TASK ITEM. If a line includes "عرفان", copy it out of the entries.

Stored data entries
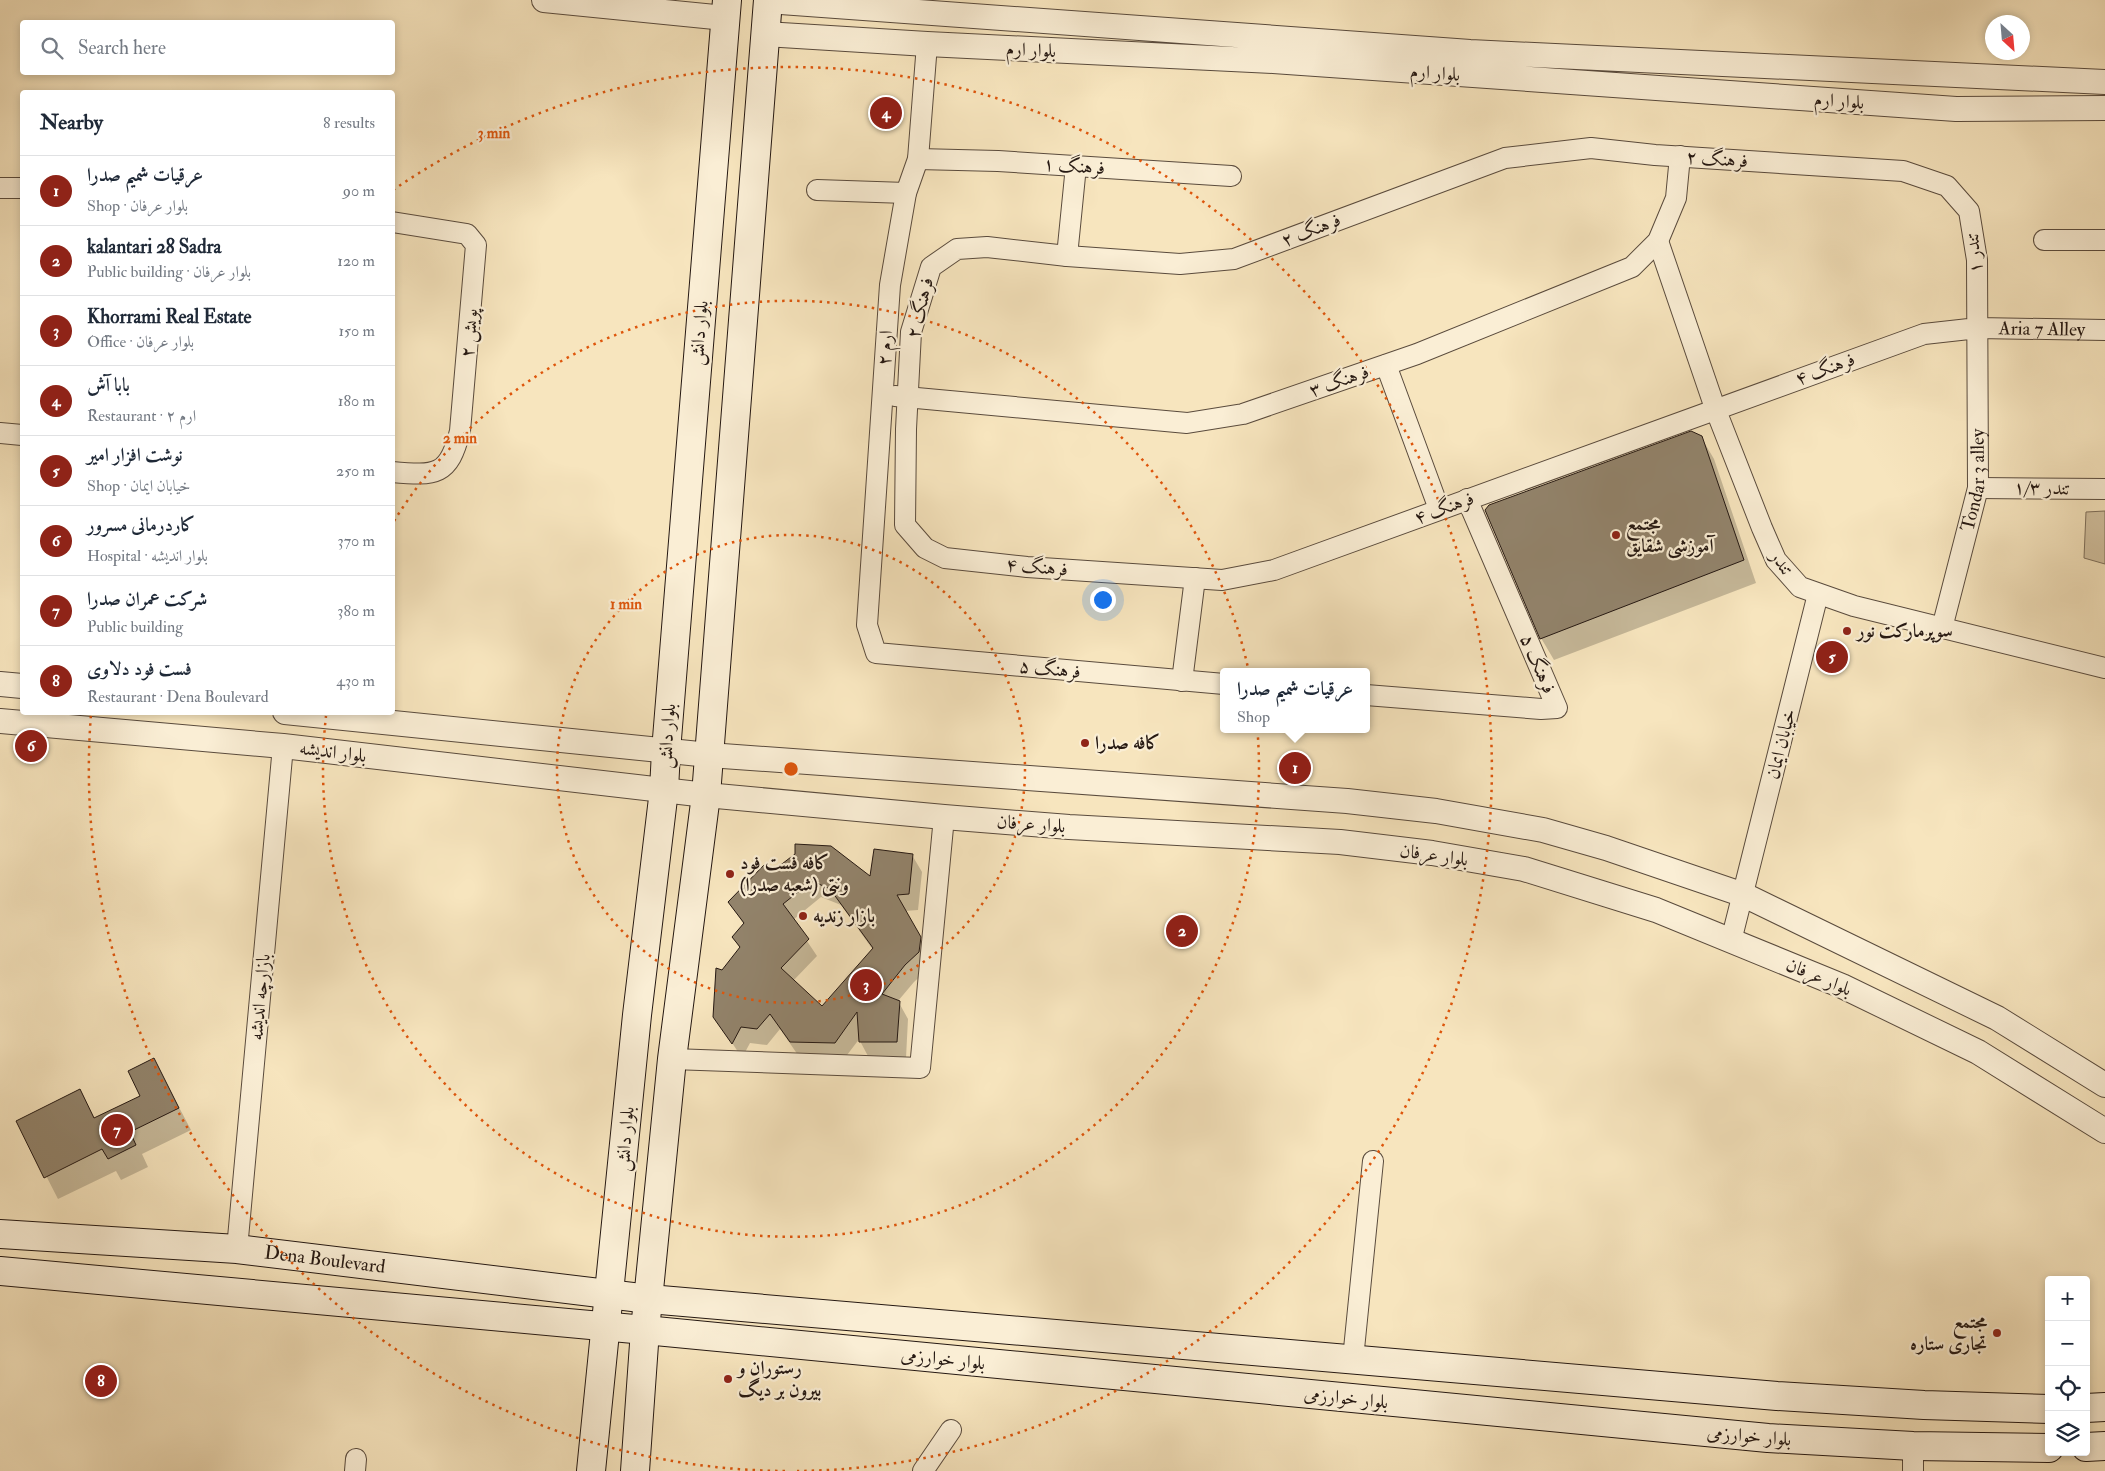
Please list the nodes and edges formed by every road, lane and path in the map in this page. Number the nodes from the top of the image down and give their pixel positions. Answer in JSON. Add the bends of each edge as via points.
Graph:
{"nodes":[{"id":1,"x":544,"y":0,"type":"edge"},
{"id":2,"x":767,"y":0,"type":"edge"},
{"id":3,"x":826,"y":5,"type":"junction"},
{"id":4,"x":934,"y":6,"type":"edge"},
{"id":5,"x":726,"y":9,"type":"edge"},
{"id":6,"x":765,"y":34,"type":"junction"},
{"id":7,"x":819,"y":37,"type":"junction"},
{"id":8,"x":927,"y":44,"type":"junction"},
{"id":9,"x":1669,"y":62,"type":"junction"},
{"id":10,"x":2105,"y":82,"type":"edge"},
{"id":11,"x":1670,"y":90,"type":"junction"},
{"id":12,"x":2105,"y":108,"type":"edge"},
{"id":13,"x":1680,"y":156,"type":"junction"},
{"id":14,"x":918,"y":158,"type":"junction"},
{"id":15,"x":1076,"y":166,"type":"junction"},
{"id":16,"x":1231,"y":176,"type":"dead end"},
{"id":17,"x":1948,"y":186,"type":"joint"},
{"id":18,"x":0,"y":188,"type":"edge"},
{"id":19,"x":20,"y":188,"type":"edge"},
{"id":20,"x":817,"y":190,"type":"dead end"},
{"id":21,"x":906,"y":193,"type":"junction"},
{"id":22,"x":395,"y":222,"type":"edge"},
{"id":23,"x":1658,"y":240,"type":"junction"},
{"id":24,"x":2044,"y":240,"type":"dead end"},
{"id":25,"x":2105,"y":240,"type":"edge"},
{"id":26,"x":1067,"y":256,"type":"junction"},
{"id":27,"x":1978,"y":328,"type":"junction"},
{"id":28,"x":2105,"y":330,"type":"edge"},
{"id":29,"x":1386,"y":365,"type":"junction"},
{"id":30,"x":882,"y":394,"type":"junction"},
{"id":31,"x":907,"y":397,"type":"junction"},
{"id":32,"x":1715,"y":408,"type":"junction"},
{"id":33,"x":0,"y":433,"type":"edge"},
{"id":34,"x":20,"y":435,"type":"edge"},
{"id":35,"x":399,"y":472,"type":"edge"},
{"id":36,"x":1978,"y":488,"type":"junction"},
{"id":37,"x":2105,"y":489,"type":"edge"},
{"id":38,"x":1467,"y":499,"type":"junction"},
{"id":39,"x":1439,"y":510,"type":"junction"},
{"id":40,"x":905,"y":525,"type":"joint"},
{"id":41,"x":1195,"y":578,"type":"junction"},
{"id":42,"x":1818,"y":594,"type":"junction"},
{"id":43,"x":1942,"y":628,"type":"junction"},
{"id":44,"x":876,"y":653,"type":"joint"},
{"id":45,"x":2105,"y":668,"type":"edge"},
{"id":46,"x":1182,"y":681,"type":"junction"},
{"id":47,"x":0,"y":684,"type":"edge"},
{"id":48,"x":1220,"y":684,"type":"edge"},
{"id":49,"x":20,"y":686,"type":"edge"},
{"id":50,"x":1370,"y":695,"type":"edge"},
{"id":51,"x":315,"y":715,"type":"edge"},
{"id":52,"x":0,"y":721,"type":"edge"},
{"id":53,"x":283,"y":746,"type":"junction"},
{"id":54,"x":666,"y":751,"type":"junction"},
{"id":55,"x":709,"y":755,"type":"junction"},
{"id":56,"x":664,"y":790,"type":"junction"},
{"id":57,"x":706,"y":795,"type":"junction"},
{"id":58,"x":944,"y":817,"type":"junction"},
{"id":59,"x":1744,"y":895,"type":"junction"},
{"id":60,"x":1731,"y":941,"type":"junction"},
{"id":61,"x":672,"y":1059,"type":"junction"},
{"id":62,"x":2105,"y":1085,"type":"edge"},
{"id":63,"x":2105,"y":1132,"type":"edge"},
{"id":64,"x":1373,"y":1161,"type":"dead end"},
{"id":65,"x":0,"y":1234,"type":"edge"},
{"id":66,"x":237,"y":1249,"type":"junction"},
{"id":67,"x":0,"y":1271,"type":"edge"},
{"id":68,"x":610,"y":1295,"type":"junction"},
{"id":69,"x":649,"y":1299,"type":"junction"},
{"id":70,"x":606,"y":1328,"type":"junction"},
{"id":71,"x":645,"y":1330,"type":"junction"},
{"id":72,"x":1352,"y":1359,"type":"junction"},
{"id":73,"x":2105,"y":1407,"type":"edge"},
{"id":74,"x":2090,"y":1408,"type":"edge"},
{"id":75,"x":2045,"y":1409,"type":"edge"},
{"id":76,"x":952,"y":1430,"type":"dead end"},
{"id":77,"x":2105,"y":1446,"type":"edge"},
{"id":78,"x":2090,"y":1447,"type":"edge"},
{"id":79,"x":2045,"y":1448,"type":"edge"},
{"id":80,"x":1913,"y":1458,"type":"edge"},
{"id":81,"x":591,"y":1471,"type":"edge"},
{"id":82,"x":635,"y":1471,"type":"edge"},
{"id":83,"x":923,"y":1471,"type":"edge"}],
"edges":[{"from":1,"to":5,"type":"street"},
{"from":2,"to":3,"type":"street","name":"بلوار ارم"},
{"from":2,"to":6,"type":"main road","name":"بلوار دانش"},
{"from":3,"to":4,"type":"street","name":"بلوار ارم"},
{"from":3,"to":7,"type":"street","via":[[817,5],[809,10],[806,18],[811,34]]},
{"from":4,"to":9,"type":"street","name":"بلوار ارم","via":[[1470,52]]},
{"from":5,"to":54,"type":"main road","name":"بلوار دانش"},
{"from":6,"to":7,"type":"street","name":"بلوار ارم"},
{"from":6,"to":55,"type":"main road","name":"بلوار دانش"},
{"from":7,"to":8,"type":"street","name":"بلوار ارم"},
{"from":8,"to":11,"type":"street","name":"بلوار ارم","via":[[1273,61]]},
{"from":8,"to":14,"type":"street","name":"ارم ۲"},
{"from":9,"to":10,"type":"street","name":"بلوار ارم"},
{"from":9,"to":11,"type":"street"},
{"from":11,"to":12,"type":"street","name":"بلوار ارم","via":[[1956,109]]},
{"from":13,"to":17,"type":"street","name":"فرهنگ ۲","via":[[1903,171]]},
{"from":13,"to":23,"type":"street","name":"فرهنگ ۳","via":[[1676,198]]},
{"from":13,"to":26,"type":"street","name":"فرهنگ ۲","via":[[1591,148],[1505,158],[1234,259],[1180,264]]},
{"from":14,"to":15,"type":"street","name":"فرهنگ ۱"},
{"from":14,"to":21,"type":"street","name":"ارم ۲"},
{"from":15,"to":16,"type":"street","name":"فرهنگ ۱"},
{"from":15,"to":26,"type":"street"},
{"from":17,"to":27,"type":"street","name":"تندر ۱","via":[[1969,211],[1977,260]]},
{"from":18,"to":19,"type":"street"},
{"from":20,"to":21,"type":"street"},
{"from":21,"to":30,"type":"street","name":"ارم ۲","via":[[890,285]]},
{"from":22,"to":35,"type":"street","name":"پویش ۲","via":[[467,234],[476,245],[460,431],[455,452],[448,463],[429,474]]},
{"from":23,"to":29,"type":"street","name":"فرهنگ ۳","via":[[1632,268]]},
{"from":23,"to":32,"type":"street","name":"تندر"},
{"from":24,"to":25,"type":"street"},
{"from":26,"to":31,"type":"street","name":"فرهنگ ۲","via":[[987,247],[964,248],[957,249],[931,267],[911,332]]},
{"from":27,"to":28,"type":"street","name":"Aria 7 Alley"},
{"from":27,"to":32,"type":"street","name":"فرهنگ ۴","via":[[1924,334]]},
{"from":27,"to":36,"type":"street","name":"Tondar 3 alley"},
{"from":29,"to":31,"type":"street","name":"فرهنگ ۳","via":[[1243,414],[1187,423]]},
{"from":29,"to":39,"type":"street"},
{"from":30,"to":31,"type":"street","name":"فرهنگ ۳"},
{"from":30,"to":44,"type":"street","name":"ارم ۲","via":[[867,625]]},
{"from":31,"to":40,"type":"street","name":"فرهنگ ۲"},
{"from":32,"to":38,"type":"street","name":"فرهنگ ۴"},
{"from":32,"to":42,"type":"street","name":"تندر","via":[[1776,560],[1800,587]]},
{"from":33,"to":34,"type":"street"},
{"from":36,"to":37,"type":"street","name":"تندر ۱/۳"},
{"from":36,"to":43,"type":"street","name":"Tondar 3 alley"},
{"from":38,"to":39,"type":"street","name":"فرهنگ ۴"},
{"from":38,"to":50,"type":"street","name":"فرهنگ ۵","via":[[1557,708]]},
{"from":39,"to":41,"type":"street","name":"فرهنگ ۴","via":[[1274,570],[1222,580]]},
{"from":40,"to":41,"type":"street","name":"فرهنگ ۴","via":[[925,548],[945,558]]},
{"from":41,"to":46,"type":"street"},
{"from":42,"to":43,"type":"street","name":"تندر"},
{"from":42,"to":59,"type":"street","name":"خیابان ایمان"},
{"from":43,"to":45,"type":"street","name":"تندر"},
{"from":44,"to":46,"type":"street","name":"فرهنگ ۵"},
{"from":46,"to":48,"type":"street","name":"فرهنگ ۵"},
{"from":47,"to":49,"type":"street"},
{"from":51,"to":54,"type":"street","name":"بلوار اندیشه"},
{"from":52,"to":53,"type":"street","name":"بلوار اندیشه"},
{"from":53,"to":56,"type":"street","name":"بلوار اندیشه"},
{"from":53,"to":66,"type":"street","name":"بازارچه اندیشه"},
{"from":54,"to":55,"type":"street","name":"بلوار اندیشه"},
{"from":54,"to":56,"type":"main road","name":"بلوار دانش"},
{"from":55,"to":57,"type":"main road","name":"بلوار دانش"},
{"from":55,"to":59,"type":"street","via":[[1347,801],[1436,811],[1543,830]]},
{"from":56,"to":57,"type":"street","name":"بلوار اندیشه"},
{"from":56,"to":68,"type":"main road","name":"بلوار دانش","via":[[637,1015]]},
{"from":57,"to":58,"type":"street","name":"بلوار عرفان"},
{"from":57,"to":61,"type":"main road","name":"بلوار دانش"},
{"from":58,"to":60,"type":"street","name":"بلوار عرفان","via":[[1340,842],[1432,853],[1524,869],[1656,910]]},
{"from":58,"to":61,"type":"street","via":[[920,1068]]},
{"from":59,"to":60,"type":"street","name":"خیابان ایمان"},
{"from":59,"to":62,"type":"street","via":[[1997,1018]]},
{"from":60,"to":63,"type":"street","name":"بلوار عرفان","via":[[1842,986],[1978,1052]]},
{"from":61,"to":69,"type":"main road","name":"بلوار دانش"},
{"from":64,"to":72,"type":"street"},
{"from":65,"to":66,"type":"main road","name":"Dena Boulevard"},
{"from":66,"to":68,"type":"main road","name":"Dena Boulevard"},
{"from":67,"to":70,"type":"main road","name":"Dena Boulevard"},
{"from":68,"to":69,"type":"main road","name":"Dena Boulevard"},
{"from":68,"to":70,"type":"main road","name":"بلوار دانش"},
{"from":69,"to":71,"type":"main road","name":"بلوار دانش"},
{"from":69,"to":72,"type":"main road","name":"بلوار خوارزمی"},
{"from":70,"to":71,"type":"main road","name":"Dena Boulevard"},
{"from":70,"to":81,"type":"main road","name":"بلوار دانش"},
{"from":71,"to":80,"type":"main road","name":"بلوار خوارزمی","via":[[1768,1438]]},
{"from":71,"to":82,"type":"main road","name":"بلوار دانش"},
{"from":72,"to":75,"type":"main road","name":"بلوار خوارزمی","via":[[1777,1396]]},
{"from":73,"to":74,"type":"main road"},
{"from":76,"to":83,"type":"street"},
{"from":77,"to":78,"type":"main road"},
{"from":79,"to":80,"type":"main road","name":"بلوار خوارزمی"}]}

REPLY.
{"from":57,"to":58,"type":"street","name":"بلوار عرفان"},
{"from":58,"to":60,"type":"street","name":"بلوار عرفان","via":[[1340,842],[1432,853],[1524,869],[1656,910]]},
{"from":60,"to":63,"type":"street","name":"بلوار عرفان","via":[[1842,986],[1978,1052]]},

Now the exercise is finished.